The precise regulation of both the magnitude and the duration of Janus kinase (JAK) catalytic activity is essential for the cytokine orchestration of many biological processes, and the dysregulation of JAK activity has pathological implications. Immunosuppressive disease states, such as X-linked severe combined immunodeficiency, arise from inappropriate JAK inhibition. In contrast, a limited number of cancers, primarily leukemias, result from constitutive or enhanced activation of JAK activity. JAKs are no longer implicated only in classic cytokine receptor-mediated signaling pathways, but are now also known to integrate indirectly into other receptor-mediated signal transduction processes.

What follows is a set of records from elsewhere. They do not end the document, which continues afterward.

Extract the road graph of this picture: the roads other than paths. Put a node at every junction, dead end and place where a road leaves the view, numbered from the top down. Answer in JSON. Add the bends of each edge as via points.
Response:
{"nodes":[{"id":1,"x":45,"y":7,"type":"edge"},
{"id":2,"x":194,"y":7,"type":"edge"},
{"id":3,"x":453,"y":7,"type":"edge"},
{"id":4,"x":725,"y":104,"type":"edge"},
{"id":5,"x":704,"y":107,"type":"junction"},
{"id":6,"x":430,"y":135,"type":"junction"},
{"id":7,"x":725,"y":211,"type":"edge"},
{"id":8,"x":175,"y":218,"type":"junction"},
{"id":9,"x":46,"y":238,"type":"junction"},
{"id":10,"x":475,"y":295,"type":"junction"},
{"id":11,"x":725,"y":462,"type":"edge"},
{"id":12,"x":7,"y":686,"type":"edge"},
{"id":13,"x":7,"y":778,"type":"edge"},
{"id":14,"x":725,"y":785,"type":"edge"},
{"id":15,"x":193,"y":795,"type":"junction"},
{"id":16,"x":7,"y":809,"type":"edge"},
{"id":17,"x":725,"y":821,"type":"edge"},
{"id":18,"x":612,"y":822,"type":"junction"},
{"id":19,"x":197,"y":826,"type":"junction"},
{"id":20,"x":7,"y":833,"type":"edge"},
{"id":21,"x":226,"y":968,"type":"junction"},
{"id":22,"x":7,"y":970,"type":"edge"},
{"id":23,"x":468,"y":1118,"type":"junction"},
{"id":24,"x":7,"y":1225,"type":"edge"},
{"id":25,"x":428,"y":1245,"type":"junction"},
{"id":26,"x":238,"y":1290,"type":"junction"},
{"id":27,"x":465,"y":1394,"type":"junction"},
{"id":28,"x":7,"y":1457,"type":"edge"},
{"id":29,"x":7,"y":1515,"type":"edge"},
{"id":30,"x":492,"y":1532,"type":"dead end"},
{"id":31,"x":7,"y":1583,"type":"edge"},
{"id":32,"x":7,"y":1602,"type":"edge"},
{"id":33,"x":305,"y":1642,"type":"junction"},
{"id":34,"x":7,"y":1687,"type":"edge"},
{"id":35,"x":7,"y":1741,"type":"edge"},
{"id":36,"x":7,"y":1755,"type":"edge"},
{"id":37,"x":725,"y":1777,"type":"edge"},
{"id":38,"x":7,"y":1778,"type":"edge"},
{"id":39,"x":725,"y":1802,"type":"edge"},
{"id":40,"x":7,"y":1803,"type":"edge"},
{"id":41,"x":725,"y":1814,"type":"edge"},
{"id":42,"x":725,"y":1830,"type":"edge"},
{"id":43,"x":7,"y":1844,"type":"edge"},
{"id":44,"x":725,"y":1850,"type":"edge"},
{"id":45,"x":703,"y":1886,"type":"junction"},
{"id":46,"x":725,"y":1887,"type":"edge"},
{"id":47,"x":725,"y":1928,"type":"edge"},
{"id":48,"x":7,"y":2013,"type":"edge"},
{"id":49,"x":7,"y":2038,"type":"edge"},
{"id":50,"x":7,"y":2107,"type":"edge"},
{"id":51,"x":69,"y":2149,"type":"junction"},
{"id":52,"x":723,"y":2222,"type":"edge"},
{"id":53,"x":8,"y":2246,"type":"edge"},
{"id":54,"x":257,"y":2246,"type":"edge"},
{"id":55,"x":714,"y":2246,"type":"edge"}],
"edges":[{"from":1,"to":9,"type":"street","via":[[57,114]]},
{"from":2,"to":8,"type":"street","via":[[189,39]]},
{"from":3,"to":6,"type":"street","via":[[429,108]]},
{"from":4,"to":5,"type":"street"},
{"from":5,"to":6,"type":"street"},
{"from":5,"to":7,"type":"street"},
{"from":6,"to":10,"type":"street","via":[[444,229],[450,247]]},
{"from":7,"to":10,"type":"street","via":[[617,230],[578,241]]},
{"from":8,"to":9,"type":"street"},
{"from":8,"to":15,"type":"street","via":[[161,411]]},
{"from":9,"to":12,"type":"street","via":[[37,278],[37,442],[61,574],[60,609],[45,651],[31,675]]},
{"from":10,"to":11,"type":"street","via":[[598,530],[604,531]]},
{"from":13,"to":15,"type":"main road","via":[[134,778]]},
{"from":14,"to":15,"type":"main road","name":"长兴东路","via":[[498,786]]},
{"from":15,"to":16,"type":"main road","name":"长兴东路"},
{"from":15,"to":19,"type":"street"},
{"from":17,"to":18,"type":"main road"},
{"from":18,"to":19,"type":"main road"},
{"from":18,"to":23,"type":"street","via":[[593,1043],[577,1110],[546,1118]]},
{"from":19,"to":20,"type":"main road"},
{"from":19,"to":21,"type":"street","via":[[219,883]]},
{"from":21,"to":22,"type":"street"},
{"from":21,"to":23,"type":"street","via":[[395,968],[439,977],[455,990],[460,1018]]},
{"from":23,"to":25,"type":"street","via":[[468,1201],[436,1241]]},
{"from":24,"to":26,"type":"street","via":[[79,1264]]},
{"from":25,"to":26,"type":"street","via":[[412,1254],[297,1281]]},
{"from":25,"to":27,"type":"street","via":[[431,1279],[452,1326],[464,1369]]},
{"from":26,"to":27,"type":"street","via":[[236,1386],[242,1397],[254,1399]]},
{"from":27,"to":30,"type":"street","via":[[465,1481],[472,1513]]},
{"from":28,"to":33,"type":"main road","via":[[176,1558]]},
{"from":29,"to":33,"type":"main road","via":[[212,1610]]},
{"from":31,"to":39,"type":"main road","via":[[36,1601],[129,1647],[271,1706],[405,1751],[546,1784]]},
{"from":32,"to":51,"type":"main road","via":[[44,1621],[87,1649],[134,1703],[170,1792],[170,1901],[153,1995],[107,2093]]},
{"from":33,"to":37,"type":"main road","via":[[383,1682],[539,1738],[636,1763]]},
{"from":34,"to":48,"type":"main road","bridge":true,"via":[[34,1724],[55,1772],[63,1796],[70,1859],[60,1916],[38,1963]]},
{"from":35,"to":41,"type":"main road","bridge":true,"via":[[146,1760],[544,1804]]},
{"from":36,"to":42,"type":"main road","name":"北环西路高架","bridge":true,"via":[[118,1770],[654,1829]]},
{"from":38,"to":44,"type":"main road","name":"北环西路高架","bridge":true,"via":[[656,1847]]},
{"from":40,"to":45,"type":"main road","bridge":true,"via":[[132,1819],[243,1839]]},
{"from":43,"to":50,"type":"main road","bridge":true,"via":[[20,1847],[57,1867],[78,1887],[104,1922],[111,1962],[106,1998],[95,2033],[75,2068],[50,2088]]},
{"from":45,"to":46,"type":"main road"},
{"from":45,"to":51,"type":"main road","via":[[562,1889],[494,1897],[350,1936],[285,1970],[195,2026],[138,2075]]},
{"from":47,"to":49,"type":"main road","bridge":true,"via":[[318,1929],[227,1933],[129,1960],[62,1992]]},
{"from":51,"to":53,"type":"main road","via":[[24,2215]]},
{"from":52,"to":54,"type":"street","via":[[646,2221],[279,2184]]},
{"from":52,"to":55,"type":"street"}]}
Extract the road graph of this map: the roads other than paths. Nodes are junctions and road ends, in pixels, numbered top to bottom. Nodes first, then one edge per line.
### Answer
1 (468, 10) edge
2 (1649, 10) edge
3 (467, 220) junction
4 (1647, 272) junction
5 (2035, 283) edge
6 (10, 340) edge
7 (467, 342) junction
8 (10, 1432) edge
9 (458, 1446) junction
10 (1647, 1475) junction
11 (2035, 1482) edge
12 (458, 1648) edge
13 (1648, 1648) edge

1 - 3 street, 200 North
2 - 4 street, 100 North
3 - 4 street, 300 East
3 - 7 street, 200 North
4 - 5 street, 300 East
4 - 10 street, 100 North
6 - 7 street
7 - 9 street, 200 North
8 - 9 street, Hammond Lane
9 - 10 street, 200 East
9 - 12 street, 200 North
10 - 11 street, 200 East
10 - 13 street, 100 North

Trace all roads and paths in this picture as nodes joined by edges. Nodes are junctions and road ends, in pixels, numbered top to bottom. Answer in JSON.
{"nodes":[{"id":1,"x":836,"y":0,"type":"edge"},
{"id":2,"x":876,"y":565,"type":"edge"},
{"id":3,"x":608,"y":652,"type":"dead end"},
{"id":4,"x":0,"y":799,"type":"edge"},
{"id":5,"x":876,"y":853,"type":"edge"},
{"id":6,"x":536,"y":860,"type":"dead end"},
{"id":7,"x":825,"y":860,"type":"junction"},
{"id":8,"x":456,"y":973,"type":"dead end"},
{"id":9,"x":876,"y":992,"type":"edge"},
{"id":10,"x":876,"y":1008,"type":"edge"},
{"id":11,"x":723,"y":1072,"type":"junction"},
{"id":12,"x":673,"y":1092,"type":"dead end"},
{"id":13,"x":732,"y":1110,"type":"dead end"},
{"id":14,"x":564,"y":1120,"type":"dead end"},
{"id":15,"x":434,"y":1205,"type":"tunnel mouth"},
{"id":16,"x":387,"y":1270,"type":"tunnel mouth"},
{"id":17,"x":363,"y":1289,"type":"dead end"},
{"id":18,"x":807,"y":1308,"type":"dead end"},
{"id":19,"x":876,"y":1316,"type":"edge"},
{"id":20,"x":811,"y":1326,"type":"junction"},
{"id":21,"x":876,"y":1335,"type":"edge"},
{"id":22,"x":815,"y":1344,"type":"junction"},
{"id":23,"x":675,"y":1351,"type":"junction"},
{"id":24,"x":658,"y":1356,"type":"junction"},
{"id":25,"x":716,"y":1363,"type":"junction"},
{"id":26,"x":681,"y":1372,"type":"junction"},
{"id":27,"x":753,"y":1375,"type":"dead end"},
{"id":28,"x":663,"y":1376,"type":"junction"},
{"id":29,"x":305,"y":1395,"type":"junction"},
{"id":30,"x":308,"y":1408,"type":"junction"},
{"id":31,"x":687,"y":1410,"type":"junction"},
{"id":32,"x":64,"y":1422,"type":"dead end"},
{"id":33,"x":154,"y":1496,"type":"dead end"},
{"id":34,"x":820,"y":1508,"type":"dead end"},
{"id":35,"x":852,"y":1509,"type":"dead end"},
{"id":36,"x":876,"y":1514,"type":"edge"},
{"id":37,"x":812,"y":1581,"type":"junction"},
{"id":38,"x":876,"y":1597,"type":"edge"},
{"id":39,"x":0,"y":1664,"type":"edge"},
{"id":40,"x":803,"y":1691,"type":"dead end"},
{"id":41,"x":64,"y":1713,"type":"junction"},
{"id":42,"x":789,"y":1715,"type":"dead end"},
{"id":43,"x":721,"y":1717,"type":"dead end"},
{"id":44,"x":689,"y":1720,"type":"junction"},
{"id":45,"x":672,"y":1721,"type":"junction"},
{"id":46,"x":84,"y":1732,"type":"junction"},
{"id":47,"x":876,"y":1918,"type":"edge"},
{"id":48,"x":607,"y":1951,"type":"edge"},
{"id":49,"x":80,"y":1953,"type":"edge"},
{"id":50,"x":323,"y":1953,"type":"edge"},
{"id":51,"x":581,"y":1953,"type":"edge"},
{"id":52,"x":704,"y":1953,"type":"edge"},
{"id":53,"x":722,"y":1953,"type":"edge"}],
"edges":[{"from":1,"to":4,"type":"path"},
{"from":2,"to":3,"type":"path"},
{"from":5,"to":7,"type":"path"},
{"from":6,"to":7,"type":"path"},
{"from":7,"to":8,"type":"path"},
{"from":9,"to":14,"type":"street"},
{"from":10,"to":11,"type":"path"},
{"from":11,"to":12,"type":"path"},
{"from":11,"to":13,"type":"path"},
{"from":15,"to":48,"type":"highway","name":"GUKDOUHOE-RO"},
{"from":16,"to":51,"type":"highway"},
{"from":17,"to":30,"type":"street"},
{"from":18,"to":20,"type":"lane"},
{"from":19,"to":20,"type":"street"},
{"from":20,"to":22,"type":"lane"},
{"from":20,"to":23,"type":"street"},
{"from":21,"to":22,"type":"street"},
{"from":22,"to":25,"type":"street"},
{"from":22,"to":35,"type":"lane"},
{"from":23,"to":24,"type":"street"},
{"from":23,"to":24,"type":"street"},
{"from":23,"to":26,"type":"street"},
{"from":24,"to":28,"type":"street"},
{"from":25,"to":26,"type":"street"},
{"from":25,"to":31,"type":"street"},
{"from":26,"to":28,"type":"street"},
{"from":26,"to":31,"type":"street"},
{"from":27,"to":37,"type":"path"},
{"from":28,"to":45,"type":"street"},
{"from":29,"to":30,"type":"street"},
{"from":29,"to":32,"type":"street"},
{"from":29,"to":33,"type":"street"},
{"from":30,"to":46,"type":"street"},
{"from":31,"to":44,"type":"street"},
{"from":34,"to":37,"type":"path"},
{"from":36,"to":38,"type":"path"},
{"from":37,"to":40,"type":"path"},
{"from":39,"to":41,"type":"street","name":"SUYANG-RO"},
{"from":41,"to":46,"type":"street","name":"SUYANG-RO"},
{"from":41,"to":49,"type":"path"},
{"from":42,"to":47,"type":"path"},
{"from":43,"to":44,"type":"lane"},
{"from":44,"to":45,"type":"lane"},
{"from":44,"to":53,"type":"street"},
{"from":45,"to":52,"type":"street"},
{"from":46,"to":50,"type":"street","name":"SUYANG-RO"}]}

Therefore, an increasing number of therapeutic applications exist for biological-response modifiers that can restore aberrant JAK activity to normal levels. Exciting breakthroughs in both physiological and pharmacological methods of selective inhibition of cytokine-JAK-signal transducers and activators of transcription pathways have recently emerged in the form of suppressors of cytokine signaling (also known as cytokine-inducible SH2 protein, JAK-binding protein, or STAT-induced STAT inhibitor) proteins and novel dimethoxyquinazoline derivatives, respectively. The basis of these and other mechanisms of negative regulation of JAK activity, including the suppression of jak expression levels caused by tumor- or pathogen-derived agents, the complex interactions of JAKs with phosphatases, and the redox regulation of JAK catalytic activity, is the focus of this review.